今年度行ったのは、「トッテミックス!」というプロジェクト。「なんだそれ?」と思われるプロジェクト名かと思うが、内容を説明すると、自分の関心の赴くままに色々なものを「とる」こと、そしてそれだけで終わらずに、子どもたち同士・お互いの関心・もの同士を「ミックス」させることで、新たな気づきや表現を生み出していってほしい、という真面目な願いを込めたプロジェクトだ。
トッテミックス!が始まり4・5月の2ヶ月間、子どもたちはとにかく毎日川に行き、自然を心ゆくまで味わい、楽しんだ。そして、感じた面白さをそれぞれのやり方で自分らしく表現していった。
ある子は川で偶然出会ったサワガニの虜になり、寝ても覚めてもカニのことを考え、サワガニの育て方を調べ、友だちに伝えていった。
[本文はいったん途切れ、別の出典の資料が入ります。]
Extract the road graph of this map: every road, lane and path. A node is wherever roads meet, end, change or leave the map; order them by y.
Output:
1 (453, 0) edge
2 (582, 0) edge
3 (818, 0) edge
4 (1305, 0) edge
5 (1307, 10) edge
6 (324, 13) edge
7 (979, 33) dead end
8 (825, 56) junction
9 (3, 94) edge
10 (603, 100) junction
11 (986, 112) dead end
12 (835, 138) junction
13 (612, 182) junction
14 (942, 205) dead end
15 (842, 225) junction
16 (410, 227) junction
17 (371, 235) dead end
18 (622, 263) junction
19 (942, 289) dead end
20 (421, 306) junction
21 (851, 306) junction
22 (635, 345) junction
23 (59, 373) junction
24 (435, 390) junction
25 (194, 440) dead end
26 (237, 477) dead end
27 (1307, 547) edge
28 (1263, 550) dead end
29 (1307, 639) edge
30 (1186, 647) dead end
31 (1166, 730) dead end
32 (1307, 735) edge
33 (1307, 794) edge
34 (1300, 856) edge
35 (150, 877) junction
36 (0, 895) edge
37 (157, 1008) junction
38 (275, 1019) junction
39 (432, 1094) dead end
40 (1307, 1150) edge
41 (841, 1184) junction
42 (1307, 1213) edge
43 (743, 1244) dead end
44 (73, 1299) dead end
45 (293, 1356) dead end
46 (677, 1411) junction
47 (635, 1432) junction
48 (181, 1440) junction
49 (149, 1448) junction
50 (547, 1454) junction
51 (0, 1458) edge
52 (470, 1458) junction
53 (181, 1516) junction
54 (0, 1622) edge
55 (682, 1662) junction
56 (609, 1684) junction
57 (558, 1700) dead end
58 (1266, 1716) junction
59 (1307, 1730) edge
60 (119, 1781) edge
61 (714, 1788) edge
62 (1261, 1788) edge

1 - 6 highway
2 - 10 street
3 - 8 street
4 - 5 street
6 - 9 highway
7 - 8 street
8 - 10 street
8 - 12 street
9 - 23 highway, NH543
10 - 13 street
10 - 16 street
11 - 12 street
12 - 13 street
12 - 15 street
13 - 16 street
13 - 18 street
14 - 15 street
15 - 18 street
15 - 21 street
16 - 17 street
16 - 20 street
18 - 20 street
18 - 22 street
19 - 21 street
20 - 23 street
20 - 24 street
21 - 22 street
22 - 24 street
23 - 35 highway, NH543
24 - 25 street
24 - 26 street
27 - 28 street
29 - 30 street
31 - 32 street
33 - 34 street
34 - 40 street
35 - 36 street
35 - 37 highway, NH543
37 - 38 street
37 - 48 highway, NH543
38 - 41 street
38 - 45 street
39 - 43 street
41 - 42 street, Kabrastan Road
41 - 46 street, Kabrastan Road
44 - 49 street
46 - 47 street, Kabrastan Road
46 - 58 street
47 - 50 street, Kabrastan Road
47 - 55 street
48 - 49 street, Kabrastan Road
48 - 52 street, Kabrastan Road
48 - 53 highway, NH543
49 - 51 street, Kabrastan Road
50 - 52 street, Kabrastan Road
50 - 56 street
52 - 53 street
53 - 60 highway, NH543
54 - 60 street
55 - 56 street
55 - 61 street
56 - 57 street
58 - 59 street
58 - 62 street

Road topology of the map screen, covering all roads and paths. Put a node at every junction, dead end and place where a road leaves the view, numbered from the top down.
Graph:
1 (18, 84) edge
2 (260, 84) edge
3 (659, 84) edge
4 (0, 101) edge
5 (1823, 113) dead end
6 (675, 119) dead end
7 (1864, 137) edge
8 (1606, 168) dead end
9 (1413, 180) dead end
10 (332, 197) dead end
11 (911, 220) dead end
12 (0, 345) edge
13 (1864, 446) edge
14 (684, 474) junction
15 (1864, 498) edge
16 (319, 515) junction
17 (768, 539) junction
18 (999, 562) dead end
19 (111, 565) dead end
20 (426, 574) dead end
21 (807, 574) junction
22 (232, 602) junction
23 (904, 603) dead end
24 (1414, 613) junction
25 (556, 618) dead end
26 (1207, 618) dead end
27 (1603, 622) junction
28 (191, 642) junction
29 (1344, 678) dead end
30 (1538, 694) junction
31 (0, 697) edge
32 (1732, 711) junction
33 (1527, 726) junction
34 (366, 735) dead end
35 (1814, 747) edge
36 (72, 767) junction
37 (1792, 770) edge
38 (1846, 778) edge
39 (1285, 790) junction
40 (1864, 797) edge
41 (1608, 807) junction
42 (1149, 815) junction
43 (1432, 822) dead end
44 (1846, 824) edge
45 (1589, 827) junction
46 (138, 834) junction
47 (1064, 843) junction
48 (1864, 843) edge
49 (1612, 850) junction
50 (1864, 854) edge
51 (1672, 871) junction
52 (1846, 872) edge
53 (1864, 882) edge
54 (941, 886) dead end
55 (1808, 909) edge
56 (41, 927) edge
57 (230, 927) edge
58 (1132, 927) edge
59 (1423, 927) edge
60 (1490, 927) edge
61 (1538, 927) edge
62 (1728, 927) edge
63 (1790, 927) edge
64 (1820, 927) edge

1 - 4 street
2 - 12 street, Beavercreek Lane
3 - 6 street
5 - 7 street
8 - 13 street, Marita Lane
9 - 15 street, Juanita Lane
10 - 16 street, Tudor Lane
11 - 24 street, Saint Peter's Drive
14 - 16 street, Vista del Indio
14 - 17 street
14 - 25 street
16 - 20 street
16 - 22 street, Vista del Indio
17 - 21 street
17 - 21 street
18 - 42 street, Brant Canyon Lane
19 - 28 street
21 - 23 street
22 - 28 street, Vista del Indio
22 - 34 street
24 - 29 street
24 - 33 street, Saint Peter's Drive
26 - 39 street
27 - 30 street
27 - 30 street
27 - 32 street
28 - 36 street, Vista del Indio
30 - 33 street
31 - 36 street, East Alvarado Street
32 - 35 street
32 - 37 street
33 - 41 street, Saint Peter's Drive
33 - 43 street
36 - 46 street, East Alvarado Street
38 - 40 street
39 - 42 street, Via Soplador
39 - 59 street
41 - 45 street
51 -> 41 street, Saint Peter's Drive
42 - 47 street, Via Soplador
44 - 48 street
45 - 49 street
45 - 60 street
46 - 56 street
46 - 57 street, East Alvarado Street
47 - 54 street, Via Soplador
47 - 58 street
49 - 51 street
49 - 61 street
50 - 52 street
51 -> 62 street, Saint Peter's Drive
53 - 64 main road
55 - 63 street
(その後、男の子たちの間でサワガニブームが起きたことは、言うまでもない。)
ある子は川の近くに生えている「そば菜」という植物が食べられることを知り、毎日川から大量に採ってきて、そば菜に合う味付けを研究し続けた。(スタッフは、彼が嬉しそうに持ってきてくれる試食を毎回ドキドキしながら食べていたことは、言うまでもない。笑)
そんなカオスで刺激的な日々と共にこのプロジェクトを進めていく中で、私は躍動する子どもたちの姿から確かな手応えを感じていた。しかし、その一方である種の物足りなさを感じるようになっていた。
その物足りなさは、「何かをみんなでつくり上げる経験が少ない」ということだった。
この活動ベースのプロジェクトでは、それぞれの関心を尊重するため、最終的にはそれぞれが個別のブースをつくってそれをアウトプットしていくようなスタイルになっていく。それぞれの関心は尊重されるが、子どもたち同士の協同が生まれにくい構造になっている。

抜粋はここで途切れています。